Peluh mengucur deras di dahinya. Berbutir-butir menetes ke telinga, jatuh ke leher, lalu meresap ke kaos abu-abunya. Awalnya, Iwan mengenakan jaket. Selepas lagu pertama, Iwan melepaskan jaketnya. “Saya pikir panggungnya pakai AC. Eh, ternyata panas juga,” katanya.
Setiap lirik lagunya sarat dengan kritik sosial. Malam itu, Iwan seolah-olah ingin membuktikan lagu-lagunya masih selaras dengan kondisi zaman. Yang menarik, di setiap lagu, Iwan mampu menghipnotis penonton untuk larut dan menyanyikan lagu yang dilantunkan. Lagu berjudul ‘Hio’, ‘Kesaksian’, ‘Aku Bukan Pilihan’, ‘Manusia Setengah Dewa’, dan ‘Wakil Rakyat’ satu per satu mengalir diperdengarkan.
Malam itu, Iwan diiringi oleh Indonesian Wind Orchestra. Orkestra alat musik tiup ini mampu mengimbangi tarikan suara dan petikan gitar Iwan. Terasa betul persiapan latihan yang matang. Iringan 64 pemain yang memainkan alat musik flute, clarinet, oboe, trombone, bassoon, terompet, gitar, piano, drum, dan bas mengingatkan pada lagu-lagu Iwan saat berkolaborasi dengan Sawung Jabo. “Saya seperti berada di padang rumput yang luas dan di rumah-rumah kayu,” kata Iwan mengomentari kesannya atas iringan orkestra tiup satu-satunya di Indonesia itu.
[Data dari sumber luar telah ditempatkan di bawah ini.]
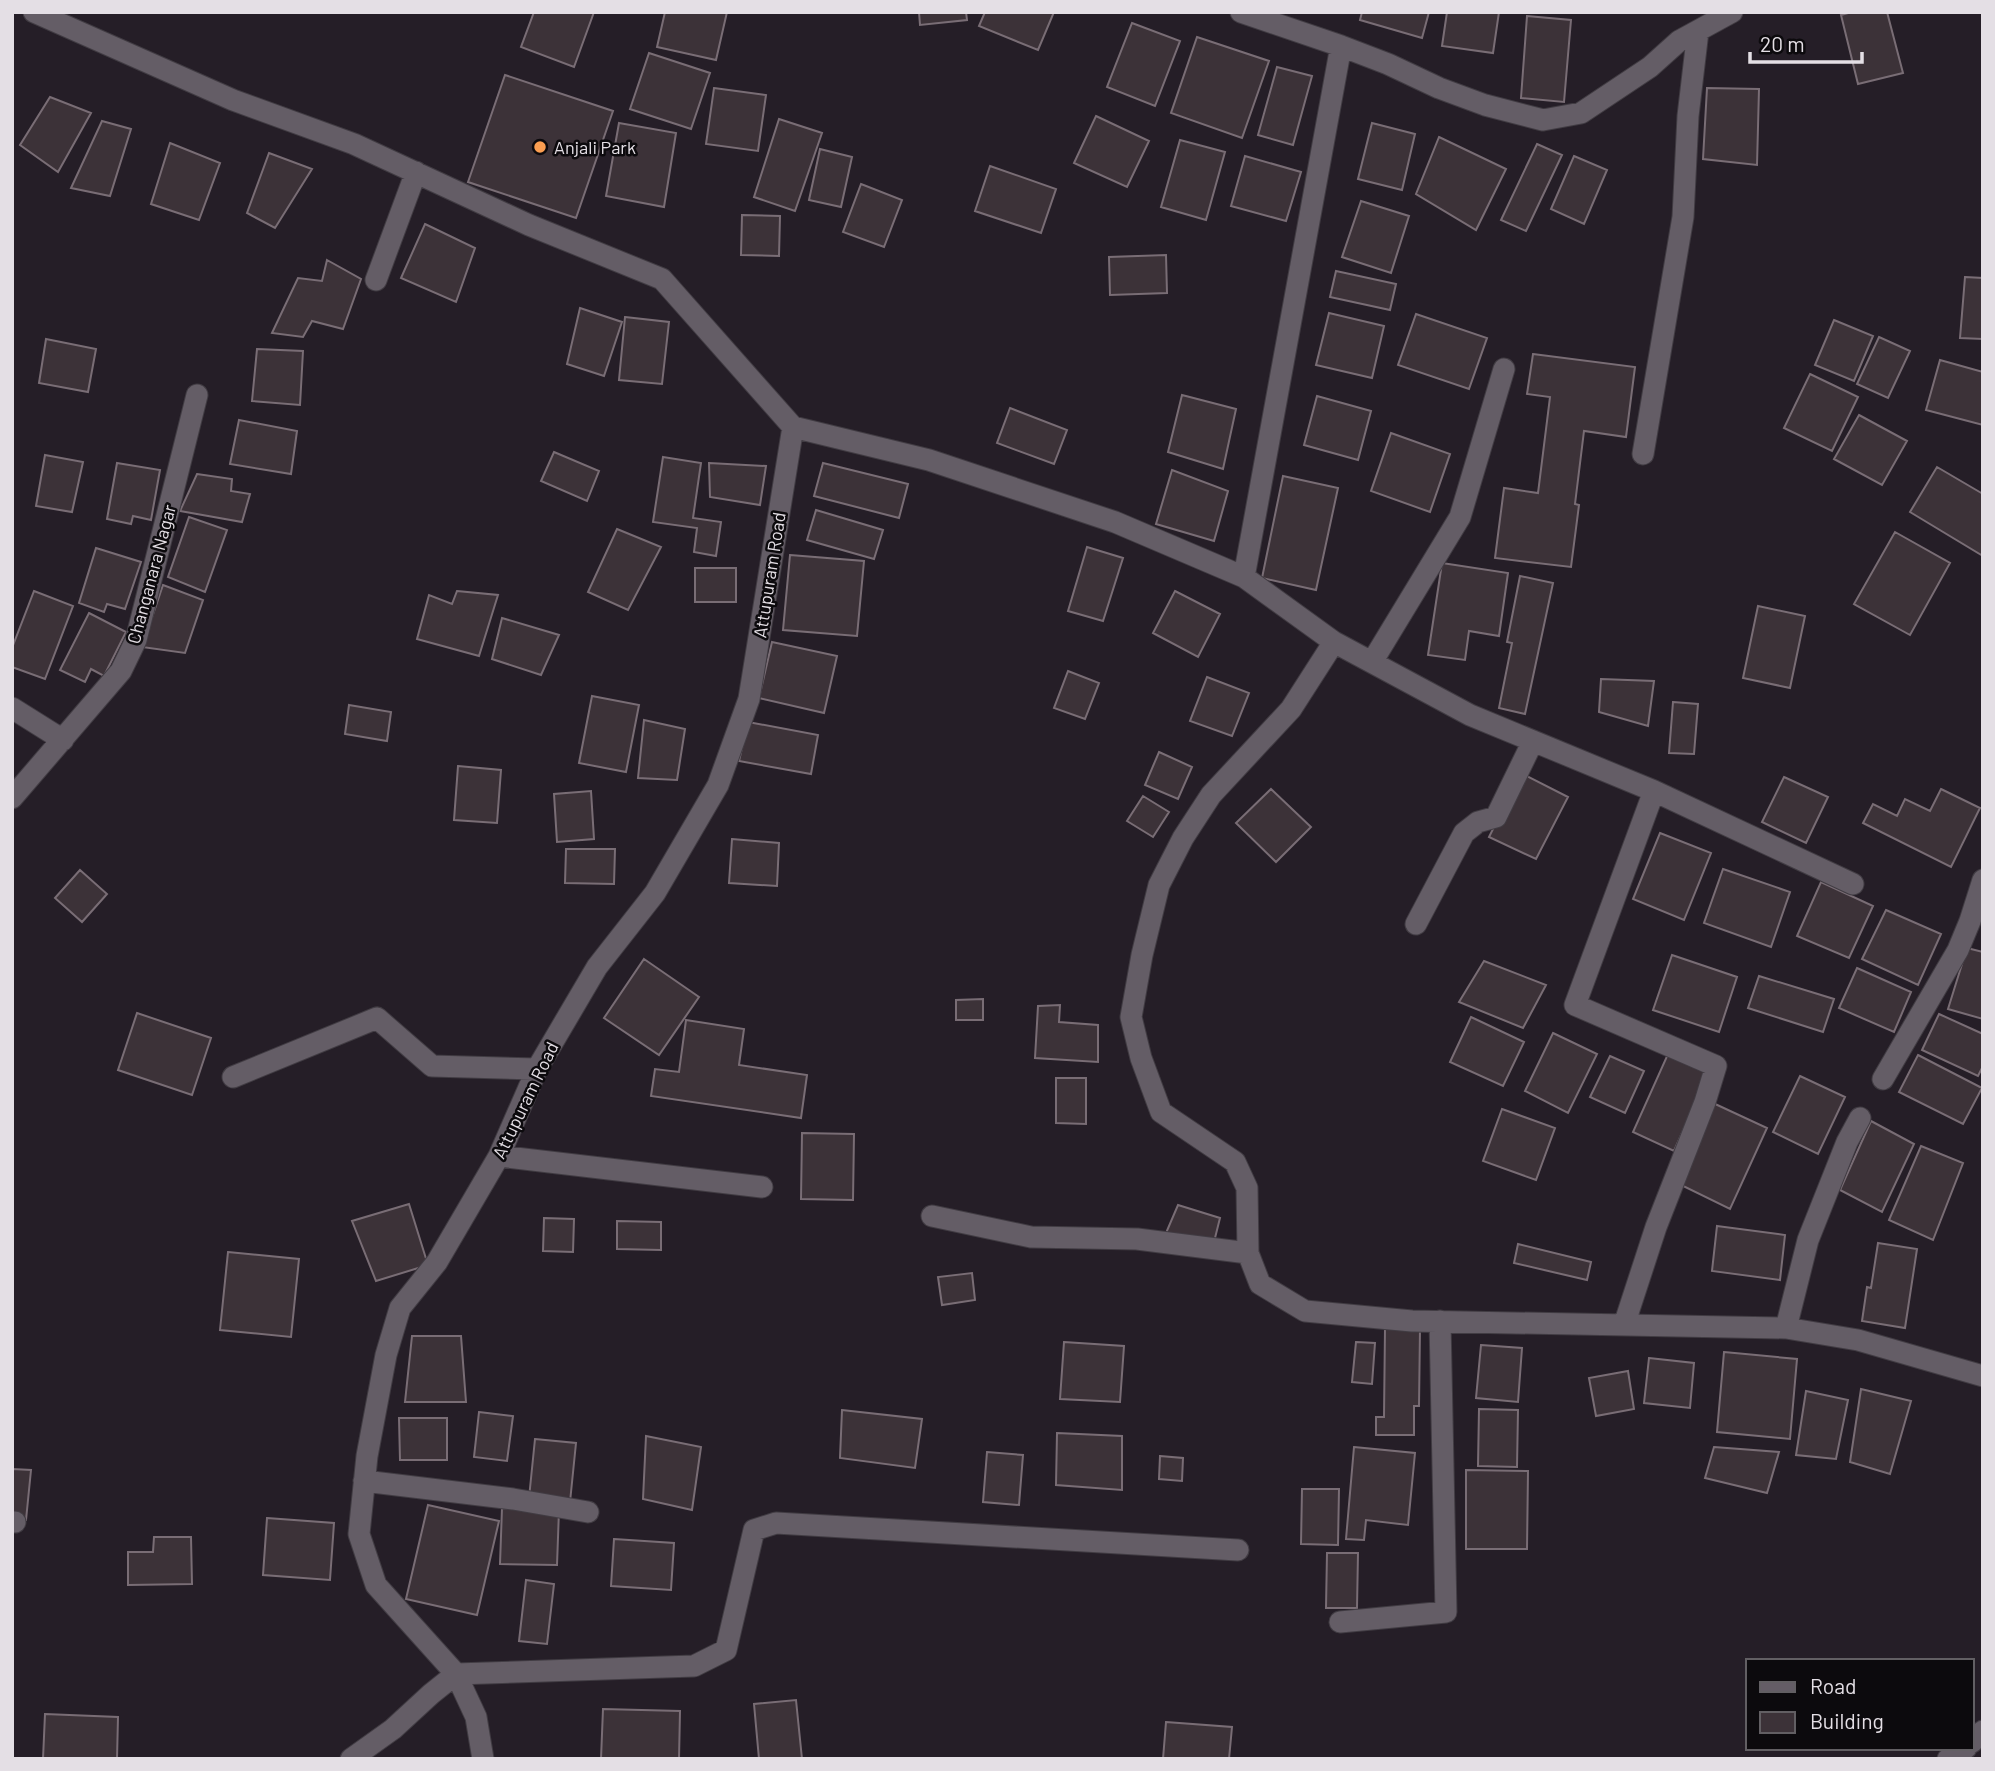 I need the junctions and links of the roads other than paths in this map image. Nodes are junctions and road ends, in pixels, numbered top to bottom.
1 (34, 12) edge
2 (1241, 12) edge
3 (1732, 12) edge
4 (1698, 31) junction
5 (1341, 46) junction
6 (415, 172) junction
7 (376, 280) dead end
8 (1504, 369) dead end
9 (198, 395) dead end
10 (793, 427) junction
11 (1643, 454) dead end
12 (1244, 577) junction
13 (1335, 642) junction
14 (1372, 662) junction
15 (12, 708) edge
16 (63, 740) junction
17 (1532, 741) junction
18 (1654, 791) junction
19 (12, 798) edge
20 (1983, 880) edge
21 (1853, 884) dead end
22 (1977, 922) edge
23 (1416, 924) dead end
24 (537, 1069) junction
25 (233, 1077) dead end
26 (1883, 1079) dead end
27 (1860, 1118) dead end
28 (499, 1156) junction
29 (762, 1187) dead end
30 (932, 1216) dead end
31 (1248, 1253) junction
32 (1440, 1321) junction
33 (1624, 1325) junction
34 (1786, 1328) junction
35 (1983, 1376) edge
36 (364, 1481) junction
37 (588, 1512) dead end
38 (1238, 1550) dead end
39 (1340, 1622) dead end
40 (456, 1674) junction
41 (351, 1759) edge
42 (483, 1759) edge

1 - 6 street
2 - 5 street
3 - 4 street
4 - 5 street
4 - 11 street
5 - 12 street
6 - 7 street
6 - 10 street
8 - 14 street
9 - 16 street, Changanara Nagar
10 - 12 street
10 - 24 street, Attupuram Road
12 - 13 street
13 - 14 street
13 - 31 street
14 - 17 street
15 - 16 street
16 - 19 street, Changanara Nagar
17 - 18 street
17 - 23 street
18 - 21 street
18 - 33 street
20 - 22 street
22 - 26 street
24 - 25 street
24 - 28 street, Attupuram Road
27 - 34 street
28 - 29 street
28 - 36 street, Attupuram Road
30 - 31 street
31 - 32 street
32 - 33 street
32 - 39 street
33 - 34 street
34 - 35 street
36 - 37 street
36 - 40 street, Attupuram Road
38 - 40 street
40 - 41 street
40 - 42 street, Attupuram Road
Dengan tiket masuk 25 ribu hingga 50 ribu rupiah, suasana panggung lumayan megah. Tata lampu dan posisi panggung memompa suasana interaktif. Iwan terlihat tampil all out seperti ingin membuktikan lagu-lagunya tetap melegenda meskipun lagu-lagu yang dibawakan adalah hits di era 80-an dan 90-an.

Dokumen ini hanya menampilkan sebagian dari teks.